Task to complete>
Your result should be the lines holding the word "header", copied from the entries below.

Data extracts>

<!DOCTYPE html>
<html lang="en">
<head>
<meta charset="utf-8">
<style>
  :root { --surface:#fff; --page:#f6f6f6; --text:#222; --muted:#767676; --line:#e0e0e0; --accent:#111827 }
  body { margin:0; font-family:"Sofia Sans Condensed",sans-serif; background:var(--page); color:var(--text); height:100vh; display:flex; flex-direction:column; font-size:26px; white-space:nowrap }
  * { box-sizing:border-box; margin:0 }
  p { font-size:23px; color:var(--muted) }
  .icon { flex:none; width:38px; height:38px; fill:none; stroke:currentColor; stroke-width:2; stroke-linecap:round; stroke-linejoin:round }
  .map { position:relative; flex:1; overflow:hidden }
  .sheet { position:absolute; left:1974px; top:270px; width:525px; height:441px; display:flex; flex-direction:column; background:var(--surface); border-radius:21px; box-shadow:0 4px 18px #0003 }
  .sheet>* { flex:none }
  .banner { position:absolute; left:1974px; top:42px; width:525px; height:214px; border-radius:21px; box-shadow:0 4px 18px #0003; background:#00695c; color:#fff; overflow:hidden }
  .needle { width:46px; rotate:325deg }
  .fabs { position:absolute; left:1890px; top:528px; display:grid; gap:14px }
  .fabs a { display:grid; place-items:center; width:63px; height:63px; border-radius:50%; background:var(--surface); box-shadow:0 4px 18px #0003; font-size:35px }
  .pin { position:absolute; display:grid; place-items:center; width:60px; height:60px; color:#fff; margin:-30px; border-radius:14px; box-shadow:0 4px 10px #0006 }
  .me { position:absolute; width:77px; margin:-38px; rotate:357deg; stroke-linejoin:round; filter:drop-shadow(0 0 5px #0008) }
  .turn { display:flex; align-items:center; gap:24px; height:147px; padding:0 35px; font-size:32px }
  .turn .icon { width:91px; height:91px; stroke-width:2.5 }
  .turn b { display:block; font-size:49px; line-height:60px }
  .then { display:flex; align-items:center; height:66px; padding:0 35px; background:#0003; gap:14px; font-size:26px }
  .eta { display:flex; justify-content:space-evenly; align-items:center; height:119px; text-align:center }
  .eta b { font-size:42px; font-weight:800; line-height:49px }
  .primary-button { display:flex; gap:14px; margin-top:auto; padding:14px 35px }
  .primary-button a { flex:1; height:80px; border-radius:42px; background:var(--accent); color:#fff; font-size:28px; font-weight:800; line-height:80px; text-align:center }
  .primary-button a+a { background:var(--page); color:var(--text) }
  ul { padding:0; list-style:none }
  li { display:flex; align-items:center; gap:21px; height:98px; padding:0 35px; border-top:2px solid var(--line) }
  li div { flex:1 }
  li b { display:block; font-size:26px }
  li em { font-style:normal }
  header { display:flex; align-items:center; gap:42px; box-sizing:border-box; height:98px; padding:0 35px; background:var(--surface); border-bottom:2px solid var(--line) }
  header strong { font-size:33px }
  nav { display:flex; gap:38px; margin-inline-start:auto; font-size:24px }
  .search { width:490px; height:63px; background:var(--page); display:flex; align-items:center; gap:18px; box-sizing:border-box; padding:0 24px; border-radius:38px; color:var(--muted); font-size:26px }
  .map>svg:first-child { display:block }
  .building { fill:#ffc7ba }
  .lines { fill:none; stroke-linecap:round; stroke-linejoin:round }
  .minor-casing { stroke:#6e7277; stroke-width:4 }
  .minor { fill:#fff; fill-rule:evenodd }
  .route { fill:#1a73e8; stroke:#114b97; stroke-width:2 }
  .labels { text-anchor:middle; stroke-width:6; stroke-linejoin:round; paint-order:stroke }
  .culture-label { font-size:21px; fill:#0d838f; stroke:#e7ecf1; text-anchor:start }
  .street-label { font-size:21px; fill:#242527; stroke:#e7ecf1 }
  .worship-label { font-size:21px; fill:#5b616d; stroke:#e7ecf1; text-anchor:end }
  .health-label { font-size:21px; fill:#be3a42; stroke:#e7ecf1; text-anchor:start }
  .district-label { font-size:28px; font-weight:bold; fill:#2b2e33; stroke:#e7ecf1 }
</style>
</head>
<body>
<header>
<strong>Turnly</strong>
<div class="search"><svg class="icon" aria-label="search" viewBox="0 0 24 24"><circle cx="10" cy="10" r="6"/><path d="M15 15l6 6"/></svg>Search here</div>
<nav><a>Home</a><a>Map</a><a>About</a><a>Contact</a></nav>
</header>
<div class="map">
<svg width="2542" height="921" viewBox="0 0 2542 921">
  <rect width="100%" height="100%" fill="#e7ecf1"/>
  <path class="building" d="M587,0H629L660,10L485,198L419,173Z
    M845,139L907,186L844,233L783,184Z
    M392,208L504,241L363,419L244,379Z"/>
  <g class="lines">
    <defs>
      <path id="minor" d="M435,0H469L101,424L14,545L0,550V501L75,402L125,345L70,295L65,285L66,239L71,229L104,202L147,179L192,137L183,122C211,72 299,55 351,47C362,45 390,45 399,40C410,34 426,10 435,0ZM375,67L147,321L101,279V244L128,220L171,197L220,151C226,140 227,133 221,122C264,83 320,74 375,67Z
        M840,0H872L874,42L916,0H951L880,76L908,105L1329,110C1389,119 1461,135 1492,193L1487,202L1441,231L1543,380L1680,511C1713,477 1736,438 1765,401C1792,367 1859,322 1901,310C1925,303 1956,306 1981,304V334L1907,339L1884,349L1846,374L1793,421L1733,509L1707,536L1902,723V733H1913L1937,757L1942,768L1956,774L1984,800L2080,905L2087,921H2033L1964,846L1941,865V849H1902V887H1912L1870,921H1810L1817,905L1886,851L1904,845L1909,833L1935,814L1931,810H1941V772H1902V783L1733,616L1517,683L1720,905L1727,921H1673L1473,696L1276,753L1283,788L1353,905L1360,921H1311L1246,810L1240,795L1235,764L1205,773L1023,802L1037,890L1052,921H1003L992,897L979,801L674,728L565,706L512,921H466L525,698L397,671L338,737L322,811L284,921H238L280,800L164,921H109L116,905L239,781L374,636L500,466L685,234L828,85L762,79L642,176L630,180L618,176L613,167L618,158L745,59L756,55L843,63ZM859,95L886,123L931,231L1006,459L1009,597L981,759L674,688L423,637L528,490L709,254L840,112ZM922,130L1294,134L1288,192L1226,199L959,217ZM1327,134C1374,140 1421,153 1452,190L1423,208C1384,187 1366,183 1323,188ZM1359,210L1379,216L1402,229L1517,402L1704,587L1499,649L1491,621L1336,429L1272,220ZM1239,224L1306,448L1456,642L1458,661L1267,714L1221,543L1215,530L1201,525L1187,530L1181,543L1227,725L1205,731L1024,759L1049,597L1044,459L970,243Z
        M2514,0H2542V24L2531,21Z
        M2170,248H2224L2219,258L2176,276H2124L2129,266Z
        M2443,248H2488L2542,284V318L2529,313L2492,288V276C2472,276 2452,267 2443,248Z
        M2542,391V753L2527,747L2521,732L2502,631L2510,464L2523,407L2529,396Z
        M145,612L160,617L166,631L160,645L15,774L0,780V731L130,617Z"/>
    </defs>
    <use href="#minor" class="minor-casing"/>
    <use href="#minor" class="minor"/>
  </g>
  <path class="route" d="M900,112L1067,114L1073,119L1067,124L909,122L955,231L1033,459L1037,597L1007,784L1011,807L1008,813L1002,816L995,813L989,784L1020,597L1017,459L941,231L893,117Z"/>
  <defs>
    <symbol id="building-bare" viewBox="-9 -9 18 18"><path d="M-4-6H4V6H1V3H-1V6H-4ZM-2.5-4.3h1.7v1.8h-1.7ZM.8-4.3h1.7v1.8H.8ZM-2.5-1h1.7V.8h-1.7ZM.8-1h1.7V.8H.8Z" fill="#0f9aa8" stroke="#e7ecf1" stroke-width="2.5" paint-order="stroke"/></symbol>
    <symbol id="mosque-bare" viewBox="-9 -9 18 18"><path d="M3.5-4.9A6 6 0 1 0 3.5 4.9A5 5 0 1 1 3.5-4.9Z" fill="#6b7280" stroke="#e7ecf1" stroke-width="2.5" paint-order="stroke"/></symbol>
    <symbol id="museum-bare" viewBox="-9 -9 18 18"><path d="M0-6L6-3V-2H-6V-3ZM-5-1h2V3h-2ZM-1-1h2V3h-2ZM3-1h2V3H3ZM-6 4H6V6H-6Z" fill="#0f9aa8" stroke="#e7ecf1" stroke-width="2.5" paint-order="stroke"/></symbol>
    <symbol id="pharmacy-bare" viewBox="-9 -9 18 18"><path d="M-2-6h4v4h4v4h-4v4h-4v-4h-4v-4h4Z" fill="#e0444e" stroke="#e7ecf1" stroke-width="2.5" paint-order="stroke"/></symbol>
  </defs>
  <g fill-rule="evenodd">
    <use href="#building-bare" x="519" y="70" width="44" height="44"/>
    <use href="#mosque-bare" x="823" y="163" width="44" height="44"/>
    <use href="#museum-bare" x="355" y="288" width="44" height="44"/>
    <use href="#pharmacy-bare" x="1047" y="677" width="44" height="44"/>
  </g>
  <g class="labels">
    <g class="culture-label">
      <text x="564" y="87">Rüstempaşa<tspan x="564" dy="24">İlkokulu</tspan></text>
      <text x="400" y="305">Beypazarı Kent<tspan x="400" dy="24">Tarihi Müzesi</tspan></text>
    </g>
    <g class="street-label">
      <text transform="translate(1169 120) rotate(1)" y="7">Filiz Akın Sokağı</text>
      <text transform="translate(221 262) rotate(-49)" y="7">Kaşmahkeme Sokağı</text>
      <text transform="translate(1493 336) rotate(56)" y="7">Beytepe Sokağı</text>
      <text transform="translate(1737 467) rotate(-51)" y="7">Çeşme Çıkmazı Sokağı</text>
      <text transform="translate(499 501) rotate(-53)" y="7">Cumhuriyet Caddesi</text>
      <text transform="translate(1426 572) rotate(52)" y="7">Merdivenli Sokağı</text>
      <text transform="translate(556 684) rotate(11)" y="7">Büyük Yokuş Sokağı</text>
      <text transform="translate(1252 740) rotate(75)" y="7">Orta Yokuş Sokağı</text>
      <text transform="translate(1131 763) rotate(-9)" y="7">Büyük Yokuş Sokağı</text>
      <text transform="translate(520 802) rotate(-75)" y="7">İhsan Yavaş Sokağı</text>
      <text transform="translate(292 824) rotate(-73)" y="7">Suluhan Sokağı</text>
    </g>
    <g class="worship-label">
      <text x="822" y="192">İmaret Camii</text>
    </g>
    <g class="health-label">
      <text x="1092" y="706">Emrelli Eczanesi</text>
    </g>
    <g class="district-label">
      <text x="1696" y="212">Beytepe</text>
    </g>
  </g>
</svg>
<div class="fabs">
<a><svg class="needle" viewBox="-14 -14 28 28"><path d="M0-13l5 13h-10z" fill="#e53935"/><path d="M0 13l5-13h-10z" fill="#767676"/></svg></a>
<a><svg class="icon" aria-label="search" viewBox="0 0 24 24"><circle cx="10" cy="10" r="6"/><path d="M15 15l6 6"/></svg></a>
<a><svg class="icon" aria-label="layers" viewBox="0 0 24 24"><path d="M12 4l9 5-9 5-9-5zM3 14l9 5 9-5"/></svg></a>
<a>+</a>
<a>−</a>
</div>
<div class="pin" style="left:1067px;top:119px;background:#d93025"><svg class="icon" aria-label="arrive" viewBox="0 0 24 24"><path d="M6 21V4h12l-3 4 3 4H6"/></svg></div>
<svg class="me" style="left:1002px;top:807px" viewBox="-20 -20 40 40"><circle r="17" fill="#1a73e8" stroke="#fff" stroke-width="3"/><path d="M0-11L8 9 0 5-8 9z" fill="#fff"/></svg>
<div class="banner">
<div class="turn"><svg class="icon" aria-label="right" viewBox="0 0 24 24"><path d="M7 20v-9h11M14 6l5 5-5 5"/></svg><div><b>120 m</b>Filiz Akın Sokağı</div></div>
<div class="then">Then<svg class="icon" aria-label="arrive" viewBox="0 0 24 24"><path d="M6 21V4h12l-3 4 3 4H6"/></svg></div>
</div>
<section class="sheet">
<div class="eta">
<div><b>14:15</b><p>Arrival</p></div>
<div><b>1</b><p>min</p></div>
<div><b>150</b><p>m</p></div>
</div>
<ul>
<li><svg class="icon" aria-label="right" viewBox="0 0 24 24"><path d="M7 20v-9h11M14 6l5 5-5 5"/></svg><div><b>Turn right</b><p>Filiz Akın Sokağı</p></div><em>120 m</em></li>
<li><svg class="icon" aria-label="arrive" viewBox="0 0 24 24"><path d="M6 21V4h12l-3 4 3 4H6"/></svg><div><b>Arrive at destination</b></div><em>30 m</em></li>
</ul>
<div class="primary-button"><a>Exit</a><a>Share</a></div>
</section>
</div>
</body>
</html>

The answer>
  header { display:flex; align-items:center; gap:42px; box-sizing:border-box; height:98px; padding:0 35px; background:var(--surface); border-bottom:2px solid var(--line) }
  header strong { font-size:33px }
<header>
</header>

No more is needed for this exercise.